• _What to work on_
Find every line in the records below that contains "highway", and copy it.

Collected data entries:
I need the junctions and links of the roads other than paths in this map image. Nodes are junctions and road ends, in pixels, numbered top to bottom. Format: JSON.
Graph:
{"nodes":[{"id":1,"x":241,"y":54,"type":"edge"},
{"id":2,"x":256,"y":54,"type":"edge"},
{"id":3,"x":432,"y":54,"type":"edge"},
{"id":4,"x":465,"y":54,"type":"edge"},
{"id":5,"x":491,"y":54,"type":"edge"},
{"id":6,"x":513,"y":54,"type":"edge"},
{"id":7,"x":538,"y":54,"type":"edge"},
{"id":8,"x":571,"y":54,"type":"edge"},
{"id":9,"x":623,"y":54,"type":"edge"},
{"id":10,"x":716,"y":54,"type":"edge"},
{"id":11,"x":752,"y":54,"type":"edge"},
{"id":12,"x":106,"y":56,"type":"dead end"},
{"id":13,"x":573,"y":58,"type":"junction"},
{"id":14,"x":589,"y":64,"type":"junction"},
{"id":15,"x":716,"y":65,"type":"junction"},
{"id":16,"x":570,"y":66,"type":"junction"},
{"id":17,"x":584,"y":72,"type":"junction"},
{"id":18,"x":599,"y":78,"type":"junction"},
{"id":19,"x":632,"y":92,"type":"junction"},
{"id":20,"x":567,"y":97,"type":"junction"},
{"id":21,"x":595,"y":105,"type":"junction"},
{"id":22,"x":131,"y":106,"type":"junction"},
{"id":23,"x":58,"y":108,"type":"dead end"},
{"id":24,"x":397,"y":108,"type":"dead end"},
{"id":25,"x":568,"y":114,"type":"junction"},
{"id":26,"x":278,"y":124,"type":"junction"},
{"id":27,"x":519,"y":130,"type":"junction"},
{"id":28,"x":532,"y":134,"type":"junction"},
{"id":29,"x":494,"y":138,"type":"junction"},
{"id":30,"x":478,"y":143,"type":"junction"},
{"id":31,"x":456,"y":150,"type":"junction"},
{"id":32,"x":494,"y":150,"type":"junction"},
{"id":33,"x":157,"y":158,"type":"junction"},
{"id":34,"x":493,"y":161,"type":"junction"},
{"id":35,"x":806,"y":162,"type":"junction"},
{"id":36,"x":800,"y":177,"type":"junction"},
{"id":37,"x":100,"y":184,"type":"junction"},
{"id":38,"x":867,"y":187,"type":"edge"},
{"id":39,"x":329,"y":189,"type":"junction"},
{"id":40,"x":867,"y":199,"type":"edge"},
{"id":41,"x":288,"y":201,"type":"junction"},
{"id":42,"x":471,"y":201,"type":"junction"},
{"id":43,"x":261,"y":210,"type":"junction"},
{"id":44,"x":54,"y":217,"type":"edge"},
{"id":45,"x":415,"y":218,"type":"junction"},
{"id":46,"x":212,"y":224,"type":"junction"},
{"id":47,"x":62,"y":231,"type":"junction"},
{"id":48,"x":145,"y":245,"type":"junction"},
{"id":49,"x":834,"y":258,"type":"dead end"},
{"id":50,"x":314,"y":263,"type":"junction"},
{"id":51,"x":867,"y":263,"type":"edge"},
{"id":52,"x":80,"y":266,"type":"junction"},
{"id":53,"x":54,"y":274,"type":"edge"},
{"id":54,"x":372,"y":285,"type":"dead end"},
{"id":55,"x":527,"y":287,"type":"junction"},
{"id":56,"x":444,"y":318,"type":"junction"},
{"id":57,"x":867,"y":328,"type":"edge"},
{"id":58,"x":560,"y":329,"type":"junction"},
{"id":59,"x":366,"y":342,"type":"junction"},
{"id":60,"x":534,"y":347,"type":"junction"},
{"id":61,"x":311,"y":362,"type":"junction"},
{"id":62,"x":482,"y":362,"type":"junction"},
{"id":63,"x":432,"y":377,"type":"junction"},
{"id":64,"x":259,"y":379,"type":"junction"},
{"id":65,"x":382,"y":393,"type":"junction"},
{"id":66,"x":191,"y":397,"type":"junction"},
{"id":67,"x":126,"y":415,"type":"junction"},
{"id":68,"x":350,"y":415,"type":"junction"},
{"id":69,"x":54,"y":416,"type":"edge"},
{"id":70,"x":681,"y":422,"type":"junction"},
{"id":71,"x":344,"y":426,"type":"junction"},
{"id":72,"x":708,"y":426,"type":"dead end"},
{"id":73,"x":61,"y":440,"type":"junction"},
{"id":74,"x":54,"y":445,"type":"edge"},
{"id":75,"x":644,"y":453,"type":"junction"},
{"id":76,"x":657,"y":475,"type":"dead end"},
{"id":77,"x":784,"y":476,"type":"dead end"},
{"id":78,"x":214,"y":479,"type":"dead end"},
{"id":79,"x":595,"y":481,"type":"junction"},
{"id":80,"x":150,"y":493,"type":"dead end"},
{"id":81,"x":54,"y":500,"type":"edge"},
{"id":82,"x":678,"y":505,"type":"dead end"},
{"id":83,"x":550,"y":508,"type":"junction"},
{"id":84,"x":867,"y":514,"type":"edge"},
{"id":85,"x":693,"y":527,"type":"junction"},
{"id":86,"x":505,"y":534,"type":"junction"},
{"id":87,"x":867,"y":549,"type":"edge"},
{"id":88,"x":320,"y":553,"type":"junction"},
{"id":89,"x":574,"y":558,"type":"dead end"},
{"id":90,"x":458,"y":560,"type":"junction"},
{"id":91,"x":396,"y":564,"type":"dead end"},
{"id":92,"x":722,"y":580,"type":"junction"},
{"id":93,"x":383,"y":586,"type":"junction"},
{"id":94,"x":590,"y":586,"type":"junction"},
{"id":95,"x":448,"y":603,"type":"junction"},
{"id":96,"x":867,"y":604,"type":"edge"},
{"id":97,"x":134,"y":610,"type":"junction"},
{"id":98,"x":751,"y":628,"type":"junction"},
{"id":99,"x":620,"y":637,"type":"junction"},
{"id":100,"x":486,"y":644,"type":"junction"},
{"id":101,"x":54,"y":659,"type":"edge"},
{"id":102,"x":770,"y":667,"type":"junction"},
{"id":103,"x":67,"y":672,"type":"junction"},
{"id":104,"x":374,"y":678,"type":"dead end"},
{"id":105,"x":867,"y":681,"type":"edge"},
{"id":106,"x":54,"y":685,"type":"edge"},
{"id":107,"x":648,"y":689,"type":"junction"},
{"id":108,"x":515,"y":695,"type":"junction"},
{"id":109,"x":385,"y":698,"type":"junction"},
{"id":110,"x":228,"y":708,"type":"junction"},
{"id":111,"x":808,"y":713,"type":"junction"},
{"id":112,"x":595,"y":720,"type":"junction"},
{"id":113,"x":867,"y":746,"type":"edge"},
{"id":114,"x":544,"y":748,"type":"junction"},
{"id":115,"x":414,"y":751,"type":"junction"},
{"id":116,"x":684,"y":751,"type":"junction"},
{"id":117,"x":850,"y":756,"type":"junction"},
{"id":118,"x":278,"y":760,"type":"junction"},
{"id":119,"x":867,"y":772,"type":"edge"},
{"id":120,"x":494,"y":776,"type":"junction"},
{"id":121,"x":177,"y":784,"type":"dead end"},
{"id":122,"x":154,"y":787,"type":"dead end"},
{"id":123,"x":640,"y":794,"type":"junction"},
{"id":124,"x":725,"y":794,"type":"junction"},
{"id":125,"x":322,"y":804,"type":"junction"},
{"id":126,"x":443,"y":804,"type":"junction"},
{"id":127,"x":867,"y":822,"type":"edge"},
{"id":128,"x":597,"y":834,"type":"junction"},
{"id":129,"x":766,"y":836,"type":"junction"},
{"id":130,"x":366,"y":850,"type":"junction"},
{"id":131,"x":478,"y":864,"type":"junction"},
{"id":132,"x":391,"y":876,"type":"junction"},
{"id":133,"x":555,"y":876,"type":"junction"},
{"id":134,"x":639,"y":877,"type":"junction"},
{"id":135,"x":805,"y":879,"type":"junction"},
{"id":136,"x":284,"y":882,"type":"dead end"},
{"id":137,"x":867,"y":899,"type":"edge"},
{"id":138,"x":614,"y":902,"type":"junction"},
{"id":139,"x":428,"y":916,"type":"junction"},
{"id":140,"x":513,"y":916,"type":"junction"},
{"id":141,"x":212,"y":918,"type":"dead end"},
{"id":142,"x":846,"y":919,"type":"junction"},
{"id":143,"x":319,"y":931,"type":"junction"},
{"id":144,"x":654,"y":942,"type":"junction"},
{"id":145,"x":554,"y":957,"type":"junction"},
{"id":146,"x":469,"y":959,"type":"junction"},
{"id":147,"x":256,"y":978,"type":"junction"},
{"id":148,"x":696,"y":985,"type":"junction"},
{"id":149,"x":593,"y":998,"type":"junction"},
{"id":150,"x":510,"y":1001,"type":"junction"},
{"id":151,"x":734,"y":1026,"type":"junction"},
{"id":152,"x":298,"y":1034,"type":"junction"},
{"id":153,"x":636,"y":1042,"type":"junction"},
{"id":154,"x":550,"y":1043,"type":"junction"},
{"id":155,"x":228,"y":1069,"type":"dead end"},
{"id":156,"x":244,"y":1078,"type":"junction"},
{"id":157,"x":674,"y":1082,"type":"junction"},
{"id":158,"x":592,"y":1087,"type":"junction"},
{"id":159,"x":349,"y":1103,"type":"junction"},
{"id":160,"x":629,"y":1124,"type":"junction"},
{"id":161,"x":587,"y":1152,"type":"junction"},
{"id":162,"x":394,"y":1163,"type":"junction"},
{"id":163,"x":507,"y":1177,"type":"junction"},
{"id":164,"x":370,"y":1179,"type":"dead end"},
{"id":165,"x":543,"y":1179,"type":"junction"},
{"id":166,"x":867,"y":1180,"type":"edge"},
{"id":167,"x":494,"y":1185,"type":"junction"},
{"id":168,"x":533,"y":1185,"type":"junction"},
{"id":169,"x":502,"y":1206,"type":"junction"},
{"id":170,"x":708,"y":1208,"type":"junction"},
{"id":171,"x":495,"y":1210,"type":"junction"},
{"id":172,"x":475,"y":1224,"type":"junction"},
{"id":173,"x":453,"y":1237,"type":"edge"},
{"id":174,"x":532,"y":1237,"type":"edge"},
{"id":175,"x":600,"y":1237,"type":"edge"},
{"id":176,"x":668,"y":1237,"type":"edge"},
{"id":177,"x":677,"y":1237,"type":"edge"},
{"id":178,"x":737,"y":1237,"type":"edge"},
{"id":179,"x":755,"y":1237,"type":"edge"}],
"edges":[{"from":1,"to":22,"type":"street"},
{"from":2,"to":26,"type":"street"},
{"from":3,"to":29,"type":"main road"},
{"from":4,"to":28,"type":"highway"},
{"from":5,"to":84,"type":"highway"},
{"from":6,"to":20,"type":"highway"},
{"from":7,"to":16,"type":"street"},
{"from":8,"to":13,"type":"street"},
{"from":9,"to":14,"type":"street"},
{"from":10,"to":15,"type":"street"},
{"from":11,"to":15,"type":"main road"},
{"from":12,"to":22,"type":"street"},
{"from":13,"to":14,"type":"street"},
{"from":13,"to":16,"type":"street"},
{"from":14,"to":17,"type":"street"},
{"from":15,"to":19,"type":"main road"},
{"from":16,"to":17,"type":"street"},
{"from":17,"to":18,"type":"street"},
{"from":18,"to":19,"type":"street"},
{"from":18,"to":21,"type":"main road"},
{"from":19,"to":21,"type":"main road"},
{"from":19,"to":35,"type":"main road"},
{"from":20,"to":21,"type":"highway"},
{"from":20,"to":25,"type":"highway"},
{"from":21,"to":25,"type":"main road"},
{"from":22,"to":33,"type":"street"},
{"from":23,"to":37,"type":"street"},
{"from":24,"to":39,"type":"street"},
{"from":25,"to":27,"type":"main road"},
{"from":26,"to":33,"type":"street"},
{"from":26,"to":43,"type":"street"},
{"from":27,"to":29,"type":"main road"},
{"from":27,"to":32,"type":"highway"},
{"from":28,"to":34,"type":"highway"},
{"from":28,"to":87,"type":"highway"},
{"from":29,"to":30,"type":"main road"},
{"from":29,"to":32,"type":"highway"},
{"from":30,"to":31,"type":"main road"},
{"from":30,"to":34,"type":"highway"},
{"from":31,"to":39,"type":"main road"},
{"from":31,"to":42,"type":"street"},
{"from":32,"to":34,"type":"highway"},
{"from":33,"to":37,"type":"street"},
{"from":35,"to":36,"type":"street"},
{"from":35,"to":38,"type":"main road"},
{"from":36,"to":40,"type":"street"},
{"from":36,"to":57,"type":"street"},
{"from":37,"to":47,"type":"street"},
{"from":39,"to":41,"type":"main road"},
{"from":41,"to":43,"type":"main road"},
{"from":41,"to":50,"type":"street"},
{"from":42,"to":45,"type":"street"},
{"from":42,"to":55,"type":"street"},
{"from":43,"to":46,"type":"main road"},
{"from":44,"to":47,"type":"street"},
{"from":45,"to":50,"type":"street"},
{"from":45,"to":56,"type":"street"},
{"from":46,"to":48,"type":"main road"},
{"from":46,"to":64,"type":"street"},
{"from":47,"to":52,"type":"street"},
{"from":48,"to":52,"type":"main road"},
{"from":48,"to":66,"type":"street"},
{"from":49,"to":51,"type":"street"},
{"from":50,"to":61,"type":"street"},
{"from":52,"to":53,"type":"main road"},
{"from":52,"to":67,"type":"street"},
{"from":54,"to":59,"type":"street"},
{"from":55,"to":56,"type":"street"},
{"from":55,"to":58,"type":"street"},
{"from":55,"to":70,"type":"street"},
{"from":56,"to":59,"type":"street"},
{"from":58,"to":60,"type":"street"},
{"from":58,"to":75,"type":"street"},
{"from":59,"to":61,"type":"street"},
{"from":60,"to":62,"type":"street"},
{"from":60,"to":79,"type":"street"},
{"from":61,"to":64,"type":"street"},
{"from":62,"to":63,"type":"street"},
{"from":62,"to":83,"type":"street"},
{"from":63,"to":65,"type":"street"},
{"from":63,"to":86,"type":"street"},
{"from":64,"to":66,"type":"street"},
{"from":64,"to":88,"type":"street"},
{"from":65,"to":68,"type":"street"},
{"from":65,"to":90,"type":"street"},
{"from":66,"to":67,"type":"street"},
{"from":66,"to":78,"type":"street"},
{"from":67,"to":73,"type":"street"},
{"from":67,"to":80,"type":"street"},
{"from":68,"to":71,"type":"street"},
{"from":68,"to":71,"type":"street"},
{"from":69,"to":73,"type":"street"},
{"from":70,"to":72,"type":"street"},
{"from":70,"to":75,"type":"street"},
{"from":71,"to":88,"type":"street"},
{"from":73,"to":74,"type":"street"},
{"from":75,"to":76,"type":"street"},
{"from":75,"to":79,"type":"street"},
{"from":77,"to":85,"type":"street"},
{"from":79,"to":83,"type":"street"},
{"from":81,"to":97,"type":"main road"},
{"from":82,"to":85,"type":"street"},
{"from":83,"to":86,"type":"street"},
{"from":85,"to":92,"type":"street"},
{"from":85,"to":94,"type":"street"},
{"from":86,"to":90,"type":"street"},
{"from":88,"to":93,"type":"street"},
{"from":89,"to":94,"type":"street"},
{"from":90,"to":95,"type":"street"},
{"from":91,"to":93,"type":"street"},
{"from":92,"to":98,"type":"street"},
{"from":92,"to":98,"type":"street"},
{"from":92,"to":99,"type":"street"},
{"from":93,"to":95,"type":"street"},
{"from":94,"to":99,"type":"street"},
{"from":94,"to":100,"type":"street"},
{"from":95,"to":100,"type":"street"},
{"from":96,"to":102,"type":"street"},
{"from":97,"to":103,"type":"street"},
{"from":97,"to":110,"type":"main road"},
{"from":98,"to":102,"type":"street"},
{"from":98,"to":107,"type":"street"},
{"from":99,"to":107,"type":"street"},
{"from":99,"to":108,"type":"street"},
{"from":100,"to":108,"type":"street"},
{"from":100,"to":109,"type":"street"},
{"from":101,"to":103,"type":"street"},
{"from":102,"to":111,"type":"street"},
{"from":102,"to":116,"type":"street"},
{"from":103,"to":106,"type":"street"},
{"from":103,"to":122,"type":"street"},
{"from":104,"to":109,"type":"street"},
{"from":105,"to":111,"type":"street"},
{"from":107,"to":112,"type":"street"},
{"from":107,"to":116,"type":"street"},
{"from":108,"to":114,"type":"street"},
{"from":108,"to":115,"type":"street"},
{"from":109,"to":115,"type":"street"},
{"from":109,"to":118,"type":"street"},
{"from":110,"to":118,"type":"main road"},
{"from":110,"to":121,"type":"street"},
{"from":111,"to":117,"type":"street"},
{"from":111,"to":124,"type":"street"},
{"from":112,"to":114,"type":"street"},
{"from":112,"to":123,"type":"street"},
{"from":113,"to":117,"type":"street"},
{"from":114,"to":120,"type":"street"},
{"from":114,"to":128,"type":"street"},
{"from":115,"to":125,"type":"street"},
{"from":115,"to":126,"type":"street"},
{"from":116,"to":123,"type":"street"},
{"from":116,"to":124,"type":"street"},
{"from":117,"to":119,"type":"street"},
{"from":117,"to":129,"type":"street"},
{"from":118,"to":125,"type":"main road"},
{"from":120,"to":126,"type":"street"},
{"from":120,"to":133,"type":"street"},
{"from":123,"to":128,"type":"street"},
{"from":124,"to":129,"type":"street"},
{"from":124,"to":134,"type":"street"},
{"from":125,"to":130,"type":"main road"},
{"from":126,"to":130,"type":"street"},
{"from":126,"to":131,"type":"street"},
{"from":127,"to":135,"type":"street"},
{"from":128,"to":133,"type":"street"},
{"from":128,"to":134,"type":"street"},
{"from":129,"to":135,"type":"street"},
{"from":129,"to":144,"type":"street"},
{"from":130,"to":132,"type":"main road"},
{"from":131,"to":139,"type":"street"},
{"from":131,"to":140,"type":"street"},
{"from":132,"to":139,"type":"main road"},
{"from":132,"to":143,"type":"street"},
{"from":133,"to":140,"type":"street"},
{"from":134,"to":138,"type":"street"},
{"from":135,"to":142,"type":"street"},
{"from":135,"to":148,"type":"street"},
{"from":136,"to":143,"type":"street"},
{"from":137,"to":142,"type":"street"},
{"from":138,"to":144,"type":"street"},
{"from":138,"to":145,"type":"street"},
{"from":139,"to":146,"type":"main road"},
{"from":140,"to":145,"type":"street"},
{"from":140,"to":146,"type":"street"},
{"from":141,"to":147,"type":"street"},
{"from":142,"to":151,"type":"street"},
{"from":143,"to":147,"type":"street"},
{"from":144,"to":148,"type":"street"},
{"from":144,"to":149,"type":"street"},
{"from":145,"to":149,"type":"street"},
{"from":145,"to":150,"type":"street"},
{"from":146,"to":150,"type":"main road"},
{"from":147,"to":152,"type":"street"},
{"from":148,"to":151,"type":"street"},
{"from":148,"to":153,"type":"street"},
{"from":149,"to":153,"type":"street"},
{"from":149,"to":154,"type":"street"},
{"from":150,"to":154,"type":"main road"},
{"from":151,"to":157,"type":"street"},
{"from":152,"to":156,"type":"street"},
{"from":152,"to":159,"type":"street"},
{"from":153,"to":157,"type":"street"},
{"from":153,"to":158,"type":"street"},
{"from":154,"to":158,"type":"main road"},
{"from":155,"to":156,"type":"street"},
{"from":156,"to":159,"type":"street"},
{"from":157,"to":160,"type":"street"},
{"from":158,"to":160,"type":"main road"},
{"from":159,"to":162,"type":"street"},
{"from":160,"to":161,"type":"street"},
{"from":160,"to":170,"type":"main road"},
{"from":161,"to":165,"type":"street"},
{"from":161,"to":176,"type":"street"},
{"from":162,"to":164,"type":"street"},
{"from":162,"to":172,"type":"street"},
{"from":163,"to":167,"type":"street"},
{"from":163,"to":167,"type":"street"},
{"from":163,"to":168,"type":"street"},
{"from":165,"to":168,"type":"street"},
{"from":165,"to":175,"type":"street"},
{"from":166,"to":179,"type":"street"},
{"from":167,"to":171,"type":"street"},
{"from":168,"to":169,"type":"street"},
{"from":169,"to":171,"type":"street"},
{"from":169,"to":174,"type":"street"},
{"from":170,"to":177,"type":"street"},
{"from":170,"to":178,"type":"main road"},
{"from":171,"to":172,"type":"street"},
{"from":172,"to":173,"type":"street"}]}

• _Result below_
{"from":4,"to":28,"type":"highway"},
{"from":5,"to":84,"type":"highway"},
{"from":6,"to":20,"type":"highway"},
{"from":20,"to":21,"type":"highway"},
{"from":20,"to":25,"type":"highway"},
{"from":27,"to":32,"type":"highway"},
{"from":28,"to":34,"type":"highway"},
{"from":28,"to":87,"type":"highway"},
{"from":29,"to":32,"type":"highway"},
{"from":30,"to":34,"type":"highway"},
{"from":32,"to":34,"type":"highway"},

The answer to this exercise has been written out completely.